Depuis 48h, la capitale vit l’une des pires crises d’eau et d’électricité. S’y ajoute la pénurie récurrente du gas oil, de l’essence et de certains produits aliementaires…
Des centaines de milliers de Mauritaniens privés du minimum sont dans la détresse, toutes bourses confondues. Comme en
temps de guerre.
Et face à ça ? Le silence.
Aucun communiqué. Aucune excuse. Aucune explication. Les autorités dites compétentes se sont comme volatilisées. Comme rayées de la surface de la terre.
Un mutisme total inexplicable et inexcusable concernant des services publics stratégiques.

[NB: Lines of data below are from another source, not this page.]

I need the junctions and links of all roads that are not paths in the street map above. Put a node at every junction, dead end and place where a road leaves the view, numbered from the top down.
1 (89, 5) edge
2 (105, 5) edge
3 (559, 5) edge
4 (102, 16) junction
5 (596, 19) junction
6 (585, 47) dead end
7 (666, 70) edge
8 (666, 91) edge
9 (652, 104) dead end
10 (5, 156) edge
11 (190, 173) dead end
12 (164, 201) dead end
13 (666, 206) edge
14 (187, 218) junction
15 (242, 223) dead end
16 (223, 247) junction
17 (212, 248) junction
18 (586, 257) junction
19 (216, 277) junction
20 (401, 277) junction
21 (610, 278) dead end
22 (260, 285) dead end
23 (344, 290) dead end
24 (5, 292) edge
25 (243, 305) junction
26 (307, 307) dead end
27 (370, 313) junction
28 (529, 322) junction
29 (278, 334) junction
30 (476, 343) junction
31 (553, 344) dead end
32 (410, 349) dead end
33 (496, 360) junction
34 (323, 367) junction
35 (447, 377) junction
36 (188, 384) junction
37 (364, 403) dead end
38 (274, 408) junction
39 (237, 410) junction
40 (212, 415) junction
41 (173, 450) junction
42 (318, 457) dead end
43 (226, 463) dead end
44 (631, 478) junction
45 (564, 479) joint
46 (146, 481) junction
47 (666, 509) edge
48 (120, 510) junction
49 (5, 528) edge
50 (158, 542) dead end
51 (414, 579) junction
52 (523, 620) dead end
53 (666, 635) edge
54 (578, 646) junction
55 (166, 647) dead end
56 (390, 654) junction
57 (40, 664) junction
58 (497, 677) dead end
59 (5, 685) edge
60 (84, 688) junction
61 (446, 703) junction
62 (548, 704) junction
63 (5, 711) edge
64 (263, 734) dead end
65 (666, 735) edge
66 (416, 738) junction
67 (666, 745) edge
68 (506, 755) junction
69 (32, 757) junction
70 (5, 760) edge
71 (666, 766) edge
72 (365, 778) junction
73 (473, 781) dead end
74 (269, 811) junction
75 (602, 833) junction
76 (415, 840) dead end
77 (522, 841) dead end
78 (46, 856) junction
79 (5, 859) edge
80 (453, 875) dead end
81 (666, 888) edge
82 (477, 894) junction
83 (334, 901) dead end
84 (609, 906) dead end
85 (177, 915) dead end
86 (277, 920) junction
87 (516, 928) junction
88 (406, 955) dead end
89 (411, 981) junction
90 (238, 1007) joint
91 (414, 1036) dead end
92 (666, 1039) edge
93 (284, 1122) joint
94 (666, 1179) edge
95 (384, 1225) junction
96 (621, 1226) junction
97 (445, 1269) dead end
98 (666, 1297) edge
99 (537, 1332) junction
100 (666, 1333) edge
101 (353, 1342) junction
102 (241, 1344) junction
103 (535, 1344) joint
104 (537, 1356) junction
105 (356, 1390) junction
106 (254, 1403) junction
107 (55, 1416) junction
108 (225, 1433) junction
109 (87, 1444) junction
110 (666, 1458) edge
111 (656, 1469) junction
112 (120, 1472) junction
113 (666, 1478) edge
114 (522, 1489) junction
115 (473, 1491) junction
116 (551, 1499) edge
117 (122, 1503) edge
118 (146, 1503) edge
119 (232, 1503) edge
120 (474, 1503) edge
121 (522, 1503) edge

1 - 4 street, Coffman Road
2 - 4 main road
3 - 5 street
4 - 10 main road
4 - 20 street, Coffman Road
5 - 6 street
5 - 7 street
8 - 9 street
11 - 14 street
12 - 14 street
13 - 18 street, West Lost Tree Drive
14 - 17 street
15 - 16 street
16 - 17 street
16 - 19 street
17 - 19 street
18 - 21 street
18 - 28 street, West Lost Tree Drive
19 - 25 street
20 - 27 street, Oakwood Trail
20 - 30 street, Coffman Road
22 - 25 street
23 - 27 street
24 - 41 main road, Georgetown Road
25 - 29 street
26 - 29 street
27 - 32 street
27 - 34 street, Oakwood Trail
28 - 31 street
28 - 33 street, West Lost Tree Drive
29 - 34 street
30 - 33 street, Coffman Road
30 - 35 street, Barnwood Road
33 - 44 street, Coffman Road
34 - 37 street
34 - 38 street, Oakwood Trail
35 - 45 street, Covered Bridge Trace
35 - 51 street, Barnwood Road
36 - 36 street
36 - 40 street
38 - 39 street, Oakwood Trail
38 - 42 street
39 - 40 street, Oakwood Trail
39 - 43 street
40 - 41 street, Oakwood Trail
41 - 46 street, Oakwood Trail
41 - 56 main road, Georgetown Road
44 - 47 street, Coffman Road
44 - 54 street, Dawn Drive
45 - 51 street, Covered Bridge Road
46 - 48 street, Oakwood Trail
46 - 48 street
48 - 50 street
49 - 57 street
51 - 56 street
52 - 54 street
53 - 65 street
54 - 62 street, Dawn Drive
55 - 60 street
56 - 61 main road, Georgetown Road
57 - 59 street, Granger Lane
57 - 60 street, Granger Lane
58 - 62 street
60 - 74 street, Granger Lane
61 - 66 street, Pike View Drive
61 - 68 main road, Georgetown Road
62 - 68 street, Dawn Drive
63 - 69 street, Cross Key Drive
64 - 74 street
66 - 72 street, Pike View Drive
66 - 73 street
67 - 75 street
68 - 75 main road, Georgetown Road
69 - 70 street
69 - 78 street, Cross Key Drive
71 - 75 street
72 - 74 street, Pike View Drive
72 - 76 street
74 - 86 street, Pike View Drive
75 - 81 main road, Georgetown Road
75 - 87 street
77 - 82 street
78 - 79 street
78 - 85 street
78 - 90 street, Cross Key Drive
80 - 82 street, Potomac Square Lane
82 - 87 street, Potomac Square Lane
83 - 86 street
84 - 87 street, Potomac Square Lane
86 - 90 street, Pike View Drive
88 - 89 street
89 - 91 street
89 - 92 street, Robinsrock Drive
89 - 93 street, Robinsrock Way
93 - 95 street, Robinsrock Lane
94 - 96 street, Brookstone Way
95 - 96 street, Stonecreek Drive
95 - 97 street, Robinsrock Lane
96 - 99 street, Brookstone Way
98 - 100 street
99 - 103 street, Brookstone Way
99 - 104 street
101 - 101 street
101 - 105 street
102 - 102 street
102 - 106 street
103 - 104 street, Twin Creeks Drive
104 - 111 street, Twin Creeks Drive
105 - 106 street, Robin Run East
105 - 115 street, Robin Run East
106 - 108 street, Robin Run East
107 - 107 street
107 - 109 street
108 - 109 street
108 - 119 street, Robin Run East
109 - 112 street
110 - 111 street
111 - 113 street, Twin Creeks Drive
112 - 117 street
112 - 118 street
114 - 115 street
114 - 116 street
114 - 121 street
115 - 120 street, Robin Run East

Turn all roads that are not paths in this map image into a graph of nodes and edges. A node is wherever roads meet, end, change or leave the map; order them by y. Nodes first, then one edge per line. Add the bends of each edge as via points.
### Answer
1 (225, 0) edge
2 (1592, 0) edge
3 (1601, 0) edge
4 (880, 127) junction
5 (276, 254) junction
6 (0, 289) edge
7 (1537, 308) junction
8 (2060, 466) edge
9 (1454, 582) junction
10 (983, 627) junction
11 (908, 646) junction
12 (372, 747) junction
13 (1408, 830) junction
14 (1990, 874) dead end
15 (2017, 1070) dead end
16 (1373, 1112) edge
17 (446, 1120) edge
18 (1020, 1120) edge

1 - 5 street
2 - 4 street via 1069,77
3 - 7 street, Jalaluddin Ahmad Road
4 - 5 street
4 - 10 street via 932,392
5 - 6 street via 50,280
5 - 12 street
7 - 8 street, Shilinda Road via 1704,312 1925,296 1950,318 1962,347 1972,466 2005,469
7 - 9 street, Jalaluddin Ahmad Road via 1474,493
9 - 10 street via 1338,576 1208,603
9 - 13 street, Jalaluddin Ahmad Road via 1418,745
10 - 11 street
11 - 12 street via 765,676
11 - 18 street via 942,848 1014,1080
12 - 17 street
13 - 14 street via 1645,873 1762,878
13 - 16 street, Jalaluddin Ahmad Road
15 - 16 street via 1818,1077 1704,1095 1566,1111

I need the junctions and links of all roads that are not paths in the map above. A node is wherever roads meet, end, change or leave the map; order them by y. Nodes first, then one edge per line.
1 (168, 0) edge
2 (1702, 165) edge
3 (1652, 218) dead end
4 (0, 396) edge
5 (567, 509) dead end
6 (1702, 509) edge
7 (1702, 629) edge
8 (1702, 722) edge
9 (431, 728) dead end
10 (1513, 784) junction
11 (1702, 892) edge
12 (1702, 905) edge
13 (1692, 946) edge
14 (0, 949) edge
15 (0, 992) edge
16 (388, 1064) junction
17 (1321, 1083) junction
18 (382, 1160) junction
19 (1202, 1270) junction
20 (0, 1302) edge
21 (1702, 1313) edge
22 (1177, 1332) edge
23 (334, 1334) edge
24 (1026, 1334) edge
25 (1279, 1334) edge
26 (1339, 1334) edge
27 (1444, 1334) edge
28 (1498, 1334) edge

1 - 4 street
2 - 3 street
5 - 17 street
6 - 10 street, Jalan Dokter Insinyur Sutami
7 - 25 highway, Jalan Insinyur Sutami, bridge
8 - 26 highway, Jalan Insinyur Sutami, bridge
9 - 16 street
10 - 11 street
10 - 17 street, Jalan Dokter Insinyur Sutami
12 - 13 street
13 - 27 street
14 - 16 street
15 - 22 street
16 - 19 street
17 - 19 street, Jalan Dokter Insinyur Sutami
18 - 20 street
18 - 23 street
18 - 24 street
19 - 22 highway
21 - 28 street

Pendant ce temps, un tintamare se fait assourdissant ailleurs avec un zèle digne de nos fameuses campagnes électorales : le tintamarre de la campagne précoce inattendue pour un « 3ème mandat » qui est un appel pur et simple à un renversement de l’ordre constitutionnel existant à la veille d’un dialogue national supposé renforcer notre vie commune et assurer notre modernisation.
On nous parle pour justifier ce prétendu 3 eme mandat, de « poursuite des politiques de bien-être » et de « boulevards vers le paradis ». Des autorités publiques y sont associées comme pour pourfendre d’avance le serment du Président de la république et le faire vouer aux gémonies ! Quelle ironie fatale.
Mais le seul boulevard que le peuple voit aujourd’hui, et que des irresponsables le forcent à emprunter comme un chemin de croix c’est celui des délestages, des coupures d’eau, des pannes de réseau et promesses non tenues.
C’est une coïncidence étrange que ces deux occurences.
Très étrange.
Alors la question se pose crûment :
Est-ce de l’incompétence classique aussi bien pour la campagne des coupures que pour la campagne du 3 eme mandat?
Ou, dans l’un et l’autre cas, une seule et même operation de sabotage clandestin?
Dans les deux cas, c’est une faute contre la population et contre le régime lui même.